A Curtis Luck birdie rampage, the fourth-lowest round in event history, has Australia on the verge of its fourth World Amateur Team Championship.
Observers in Mexico said a Luck explosion had been in the offing after watching him in the first two rounds.
And it didn’t take long today for the US Amateur champion to scruff both the Iberostar course and the Eisenehower Trophy itself for Australia on day three with a 63 that left his team at an incredible 32 under par – a whopping 16-stroke cushion.
The young West Australian had begun his opening rounds “just a little slow and never really got rolling”.
“So today I was really determined to get off to a good start. I hit a good drive down the right to open up the flag a bit and then hit a 9-iron about (50cm) directly over the flag,” Luck said.
“Then I made another birdie on the second and I was just in a totally different zone today.”
Australian team manager Matt Cutler couldn’t find the perfect description for Luck’s imperious nine-under-par tallly, but he knows alongside another fine Cam Davis 68 that the 16-stroke lead it gave Australia was priceless.
“I don’t know if you say he was `in the zone’ or ‘had it on a string’ or whatever, but that was just superb to watch and could have been anything,” Cutler said.
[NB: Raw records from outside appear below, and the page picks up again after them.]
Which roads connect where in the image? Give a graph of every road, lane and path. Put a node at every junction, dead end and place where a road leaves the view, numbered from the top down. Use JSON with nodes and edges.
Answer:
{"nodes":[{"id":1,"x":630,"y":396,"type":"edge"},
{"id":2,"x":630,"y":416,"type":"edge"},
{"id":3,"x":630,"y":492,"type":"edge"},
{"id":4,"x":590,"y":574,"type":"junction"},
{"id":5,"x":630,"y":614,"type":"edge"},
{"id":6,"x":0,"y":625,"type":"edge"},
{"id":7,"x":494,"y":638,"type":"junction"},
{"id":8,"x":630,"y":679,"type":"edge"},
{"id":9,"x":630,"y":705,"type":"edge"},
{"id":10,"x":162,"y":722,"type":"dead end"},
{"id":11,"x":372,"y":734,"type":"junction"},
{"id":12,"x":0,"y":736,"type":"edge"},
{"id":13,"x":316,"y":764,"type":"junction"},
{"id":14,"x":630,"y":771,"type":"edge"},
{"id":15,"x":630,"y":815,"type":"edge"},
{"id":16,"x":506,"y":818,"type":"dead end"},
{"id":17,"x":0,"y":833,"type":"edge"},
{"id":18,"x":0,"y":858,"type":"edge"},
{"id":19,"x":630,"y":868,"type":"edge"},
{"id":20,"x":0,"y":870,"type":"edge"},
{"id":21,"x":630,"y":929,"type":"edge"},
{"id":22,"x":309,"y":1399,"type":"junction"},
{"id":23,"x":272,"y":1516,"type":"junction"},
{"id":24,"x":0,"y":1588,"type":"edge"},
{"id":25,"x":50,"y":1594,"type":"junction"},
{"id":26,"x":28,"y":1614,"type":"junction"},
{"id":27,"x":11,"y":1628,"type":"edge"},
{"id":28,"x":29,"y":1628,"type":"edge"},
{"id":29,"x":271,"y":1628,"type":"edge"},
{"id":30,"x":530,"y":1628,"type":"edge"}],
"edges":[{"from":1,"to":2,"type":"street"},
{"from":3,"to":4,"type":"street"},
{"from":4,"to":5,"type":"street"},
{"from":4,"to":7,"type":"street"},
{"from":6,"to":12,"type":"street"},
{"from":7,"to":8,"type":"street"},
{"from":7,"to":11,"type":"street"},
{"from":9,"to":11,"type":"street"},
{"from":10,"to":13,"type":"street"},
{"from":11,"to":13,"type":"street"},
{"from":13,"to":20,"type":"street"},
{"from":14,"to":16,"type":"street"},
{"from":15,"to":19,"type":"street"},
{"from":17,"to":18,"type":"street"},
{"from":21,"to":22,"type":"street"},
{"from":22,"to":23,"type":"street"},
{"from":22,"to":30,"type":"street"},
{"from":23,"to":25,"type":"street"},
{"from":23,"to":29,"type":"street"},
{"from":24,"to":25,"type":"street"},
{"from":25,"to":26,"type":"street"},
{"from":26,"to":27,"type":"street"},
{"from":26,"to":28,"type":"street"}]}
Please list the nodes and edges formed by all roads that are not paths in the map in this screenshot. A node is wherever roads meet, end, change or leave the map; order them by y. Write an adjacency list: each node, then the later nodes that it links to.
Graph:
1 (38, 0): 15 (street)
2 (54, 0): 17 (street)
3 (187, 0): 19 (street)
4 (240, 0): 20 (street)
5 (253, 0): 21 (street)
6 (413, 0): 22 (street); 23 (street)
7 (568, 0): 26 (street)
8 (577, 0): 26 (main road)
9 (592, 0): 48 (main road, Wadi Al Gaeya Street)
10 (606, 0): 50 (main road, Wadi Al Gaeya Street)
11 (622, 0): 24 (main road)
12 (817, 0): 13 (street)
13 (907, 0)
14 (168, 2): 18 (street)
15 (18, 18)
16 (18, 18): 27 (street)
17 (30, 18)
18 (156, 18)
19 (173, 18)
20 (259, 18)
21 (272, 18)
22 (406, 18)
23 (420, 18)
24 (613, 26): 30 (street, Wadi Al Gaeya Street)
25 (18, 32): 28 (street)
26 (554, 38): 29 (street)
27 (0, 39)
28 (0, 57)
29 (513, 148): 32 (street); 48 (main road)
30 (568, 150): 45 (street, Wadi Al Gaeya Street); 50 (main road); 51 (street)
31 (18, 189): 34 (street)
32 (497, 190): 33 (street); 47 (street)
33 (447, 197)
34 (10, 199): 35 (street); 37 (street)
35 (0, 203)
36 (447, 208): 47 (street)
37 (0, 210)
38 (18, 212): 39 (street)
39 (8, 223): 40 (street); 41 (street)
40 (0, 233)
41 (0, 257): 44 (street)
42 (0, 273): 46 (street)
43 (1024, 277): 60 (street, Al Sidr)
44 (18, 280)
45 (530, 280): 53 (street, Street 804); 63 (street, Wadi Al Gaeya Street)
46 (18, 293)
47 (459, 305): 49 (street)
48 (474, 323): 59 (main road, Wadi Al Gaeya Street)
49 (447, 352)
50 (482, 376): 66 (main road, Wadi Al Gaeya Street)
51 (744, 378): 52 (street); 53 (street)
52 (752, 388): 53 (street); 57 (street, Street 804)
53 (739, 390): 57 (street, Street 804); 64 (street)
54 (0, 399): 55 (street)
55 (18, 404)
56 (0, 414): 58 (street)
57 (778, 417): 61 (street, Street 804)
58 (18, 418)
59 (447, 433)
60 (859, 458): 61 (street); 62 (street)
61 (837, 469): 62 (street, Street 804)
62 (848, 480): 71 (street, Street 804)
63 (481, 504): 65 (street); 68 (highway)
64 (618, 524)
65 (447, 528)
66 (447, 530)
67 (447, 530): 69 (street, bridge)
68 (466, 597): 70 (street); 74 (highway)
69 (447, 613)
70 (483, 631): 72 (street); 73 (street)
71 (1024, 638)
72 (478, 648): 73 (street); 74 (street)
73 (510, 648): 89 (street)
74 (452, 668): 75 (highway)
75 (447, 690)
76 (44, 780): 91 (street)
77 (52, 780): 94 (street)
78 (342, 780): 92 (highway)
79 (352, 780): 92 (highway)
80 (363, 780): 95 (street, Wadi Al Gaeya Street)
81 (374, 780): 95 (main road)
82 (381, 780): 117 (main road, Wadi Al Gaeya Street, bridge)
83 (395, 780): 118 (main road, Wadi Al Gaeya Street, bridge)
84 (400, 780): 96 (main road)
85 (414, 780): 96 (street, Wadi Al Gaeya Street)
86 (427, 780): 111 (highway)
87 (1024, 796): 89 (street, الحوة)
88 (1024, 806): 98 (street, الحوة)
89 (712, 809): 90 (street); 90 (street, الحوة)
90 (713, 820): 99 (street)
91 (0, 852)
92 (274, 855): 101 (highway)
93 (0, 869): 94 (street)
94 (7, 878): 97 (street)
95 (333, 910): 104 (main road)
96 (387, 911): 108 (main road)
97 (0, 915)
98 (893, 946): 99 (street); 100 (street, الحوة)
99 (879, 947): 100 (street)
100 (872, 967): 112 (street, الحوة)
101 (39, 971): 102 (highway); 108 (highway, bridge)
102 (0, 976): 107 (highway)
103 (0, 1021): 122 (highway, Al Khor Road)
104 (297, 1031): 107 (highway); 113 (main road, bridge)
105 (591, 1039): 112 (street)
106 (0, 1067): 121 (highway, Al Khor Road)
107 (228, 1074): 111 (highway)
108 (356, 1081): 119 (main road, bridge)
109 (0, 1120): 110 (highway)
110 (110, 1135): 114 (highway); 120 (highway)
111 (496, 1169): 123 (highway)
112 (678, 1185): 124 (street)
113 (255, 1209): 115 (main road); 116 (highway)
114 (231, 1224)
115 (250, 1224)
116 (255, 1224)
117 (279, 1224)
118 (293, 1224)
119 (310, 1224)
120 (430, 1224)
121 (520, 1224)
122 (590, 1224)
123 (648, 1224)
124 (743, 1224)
“He actually didn’t make any long putts today, just hit it close enough times that he didn’t really have to worry too much about making them.”
Luck, who’s made no secret of the importance he places on the Eisenhower Trophy, paid tribute to his teammates afterwards.
“I wasn’t playing badly or anything, but you feel a bit guilty when you can’t get a score to count,” the Cottesloe ace said.
“But we’ve been playing really well as a team and I’m glad I could contribute today to do my part.”
A third birdie on the fifth solidified Luck’s start, three in a row from the eighth set Australia alight and then three more on 12, 14 and 16 just blew away the opposition.
Davis, who leads the individual standings after rounds of 67-66-68 left him 14 under, also was superb and didn’t blemish his card.
Fellow Sydneysider Harrison Endycott, so impressive in the opening rounds, began with two bogeys and two double-bogeys in his opening six holes today and was happy to learn that his 73 didn’t count to the daily team total.
But Cutler said the way he fought back from being five over through six holes and narrowly missing a birdie putt on the last to finish even par typified what the Australian team spirit had been all week.
“`Harro’ was a bit down on himself early, but we still knew that we might have to count his score, so the way he came back was just superb, even though it won’t show on the scoreboard.
“That’s what the boys have been about all this week. They really don’t want to leave the job in the others’ hands and put any pressure on their mates.
“It’s a fantastic team attitude and bond they have.”
Both Cutler and Luck said there would be no need to change the formula heading into tomorrow’s final round with an almost impregnable buffer.
Cutler said final team instructions wouldn’t be hammered out until the morning, but “there’s no need to change what they’ve been doing – it’s been going pretty well, I’d say”.
Paul McBride (69) and Jack Hume (66) brought Ireland up into second position overall 16 strokes behind at -16 with the dual defending champion United States a further shot back in third.
The Australians, remarkably, sit first, second and sixth on the individual standings with Luck (-12) and Endycott (-6) all clear of any individual representative of the closest chasing teams.